### Action item
For the word "Right", report how many lines of the records below contain it, and nothing more.

*** Provided information ***

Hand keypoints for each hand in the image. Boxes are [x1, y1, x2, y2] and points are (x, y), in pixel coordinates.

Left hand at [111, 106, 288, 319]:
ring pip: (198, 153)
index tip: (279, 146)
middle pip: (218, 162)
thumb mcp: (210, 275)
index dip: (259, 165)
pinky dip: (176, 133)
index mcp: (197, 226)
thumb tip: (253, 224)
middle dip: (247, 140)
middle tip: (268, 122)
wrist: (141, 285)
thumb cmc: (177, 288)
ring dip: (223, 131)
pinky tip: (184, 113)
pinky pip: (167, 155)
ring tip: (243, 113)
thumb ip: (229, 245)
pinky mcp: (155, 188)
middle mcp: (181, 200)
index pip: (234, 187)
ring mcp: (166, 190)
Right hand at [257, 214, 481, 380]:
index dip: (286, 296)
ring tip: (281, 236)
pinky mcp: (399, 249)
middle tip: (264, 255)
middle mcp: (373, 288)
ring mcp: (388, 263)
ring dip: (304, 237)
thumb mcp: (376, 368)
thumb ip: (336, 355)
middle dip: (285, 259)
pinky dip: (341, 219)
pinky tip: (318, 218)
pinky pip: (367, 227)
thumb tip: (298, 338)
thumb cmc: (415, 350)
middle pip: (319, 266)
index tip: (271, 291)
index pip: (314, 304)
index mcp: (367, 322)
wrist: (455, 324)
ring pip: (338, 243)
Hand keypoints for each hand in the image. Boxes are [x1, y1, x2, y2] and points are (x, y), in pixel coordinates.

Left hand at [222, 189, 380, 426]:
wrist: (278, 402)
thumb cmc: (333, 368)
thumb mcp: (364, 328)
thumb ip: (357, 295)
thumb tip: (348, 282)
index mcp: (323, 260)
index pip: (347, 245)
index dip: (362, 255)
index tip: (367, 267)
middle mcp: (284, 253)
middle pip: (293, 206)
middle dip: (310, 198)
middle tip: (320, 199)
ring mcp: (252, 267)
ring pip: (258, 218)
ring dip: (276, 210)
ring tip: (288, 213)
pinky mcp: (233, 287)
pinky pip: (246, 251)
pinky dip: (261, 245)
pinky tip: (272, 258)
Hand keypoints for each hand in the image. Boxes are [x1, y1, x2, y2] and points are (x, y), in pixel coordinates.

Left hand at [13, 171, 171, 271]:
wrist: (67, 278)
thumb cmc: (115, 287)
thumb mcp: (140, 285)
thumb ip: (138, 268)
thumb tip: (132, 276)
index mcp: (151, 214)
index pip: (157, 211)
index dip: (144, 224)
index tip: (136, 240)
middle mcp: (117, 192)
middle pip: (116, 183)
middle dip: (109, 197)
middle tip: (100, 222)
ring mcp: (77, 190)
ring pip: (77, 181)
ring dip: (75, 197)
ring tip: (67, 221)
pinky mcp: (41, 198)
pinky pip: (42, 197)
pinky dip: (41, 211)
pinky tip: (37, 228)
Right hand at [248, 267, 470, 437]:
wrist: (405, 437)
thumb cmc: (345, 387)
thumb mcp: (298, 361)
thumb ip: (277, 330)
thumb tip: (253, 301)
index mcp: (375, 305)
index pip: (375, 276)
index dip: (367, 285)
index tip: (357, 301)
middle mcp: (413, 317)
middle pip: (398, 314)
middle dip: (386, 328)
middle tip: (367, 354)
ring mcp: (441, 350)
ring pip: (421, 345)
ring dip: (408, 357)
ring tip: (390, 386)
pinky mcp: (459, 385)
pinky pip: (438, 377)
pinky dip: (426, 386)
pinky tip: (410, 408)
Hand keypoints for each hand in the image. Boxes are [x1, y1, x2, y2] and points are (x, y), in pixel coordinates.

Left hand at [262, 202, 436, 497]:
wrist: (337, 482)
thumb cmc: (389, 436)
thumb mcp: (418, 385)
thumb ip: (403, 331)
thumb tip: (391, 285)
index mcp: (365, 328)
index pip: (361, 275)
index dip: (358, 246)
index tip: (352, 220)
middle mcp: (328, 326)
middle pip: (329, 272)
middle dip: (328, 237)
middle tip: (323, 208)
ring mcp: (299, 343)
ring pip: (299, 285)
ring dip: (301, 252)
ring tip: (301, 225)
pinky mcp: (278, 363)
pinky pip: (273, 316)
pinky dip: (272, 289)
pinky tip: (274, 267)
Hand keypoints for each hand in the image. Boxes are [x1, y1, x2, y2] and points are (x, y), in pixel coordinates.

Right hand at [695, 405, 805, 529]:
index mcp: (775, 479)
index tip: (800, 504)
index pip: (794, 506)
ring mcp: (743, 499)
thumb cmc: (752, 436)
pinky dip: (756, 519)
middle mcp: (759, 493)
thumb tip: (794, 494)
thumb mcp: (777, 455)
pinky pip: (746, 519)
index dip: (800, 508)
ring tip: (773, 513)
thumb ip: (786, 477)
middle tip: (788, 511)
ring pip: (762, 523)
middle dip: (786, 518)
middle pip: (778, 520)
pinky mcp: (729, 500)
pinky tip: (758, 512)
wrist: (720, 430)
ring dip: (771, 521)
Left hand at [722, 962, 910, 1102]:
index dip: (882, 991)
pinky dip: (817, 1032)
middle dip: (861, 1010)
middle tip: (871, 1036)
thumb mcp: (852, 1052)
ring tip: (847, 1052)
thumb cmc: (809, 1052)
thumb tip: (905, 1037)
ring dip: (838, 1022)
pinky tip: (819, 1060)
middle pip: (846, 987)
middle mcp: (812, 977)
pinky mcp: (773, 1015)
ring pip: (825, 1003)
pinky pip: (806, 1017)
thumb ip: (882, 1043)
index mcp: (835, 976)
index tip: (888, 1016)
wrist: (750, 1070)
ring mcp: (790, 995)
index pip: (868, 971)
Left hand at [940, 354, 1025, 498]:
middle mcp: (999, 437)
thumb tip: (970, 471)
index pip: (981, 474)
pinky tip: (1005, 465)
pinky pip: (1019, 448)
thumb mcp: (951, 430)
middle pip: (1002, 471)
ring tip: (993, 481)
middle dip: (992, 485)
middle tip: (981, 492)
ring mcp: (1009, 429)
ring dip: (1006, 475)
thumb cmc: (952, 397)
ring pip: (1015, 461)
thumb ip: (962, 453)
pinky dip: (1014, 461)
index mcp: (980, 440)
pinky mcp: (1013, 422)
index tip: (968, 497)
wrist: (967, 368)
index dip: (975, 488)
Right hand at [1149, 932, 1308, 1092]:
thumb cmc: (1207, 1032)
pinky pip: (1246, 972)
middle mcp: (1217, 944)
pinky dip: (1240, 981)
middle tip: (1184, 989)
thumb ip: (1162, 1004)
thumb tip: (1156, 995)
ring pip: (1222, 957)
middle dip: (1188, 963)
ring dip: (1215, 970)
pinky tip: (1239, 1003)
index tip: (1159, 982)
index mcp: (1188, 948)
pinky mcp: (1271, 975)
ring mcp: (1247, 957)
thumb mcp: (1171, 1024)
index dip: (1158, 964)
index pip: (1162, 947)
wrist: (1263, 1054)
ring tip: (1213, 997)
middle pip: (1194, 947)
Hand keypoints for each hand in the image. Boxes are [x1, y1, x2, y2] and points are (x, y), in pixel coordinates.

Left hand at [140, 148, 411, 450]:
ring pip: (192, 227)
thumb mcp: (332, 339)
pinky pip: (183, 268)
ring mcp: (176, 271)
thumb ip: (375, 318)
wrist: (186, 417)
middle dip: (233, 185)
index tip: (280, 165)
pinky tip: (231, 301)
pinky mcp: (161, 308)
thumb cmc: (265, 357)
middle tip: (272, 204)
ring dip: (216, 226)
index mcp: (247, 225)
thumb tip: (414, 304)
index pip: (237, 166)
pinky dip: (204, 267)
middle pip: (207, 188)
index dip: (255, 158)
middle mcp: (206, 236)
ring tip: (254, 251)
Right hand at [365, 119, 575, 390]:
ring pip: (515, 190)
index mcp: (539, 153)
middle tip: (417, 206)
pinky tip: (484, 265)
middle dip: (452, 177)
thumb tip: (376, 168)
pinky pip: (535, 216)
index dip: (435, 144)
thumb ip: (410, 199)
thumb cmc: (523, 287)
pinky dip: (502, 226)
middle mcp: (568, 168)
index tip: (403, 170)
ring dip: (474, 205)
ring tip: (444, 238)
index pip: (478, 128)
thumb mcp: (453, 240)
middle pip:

*** End of Provided information ***

### The completed task
5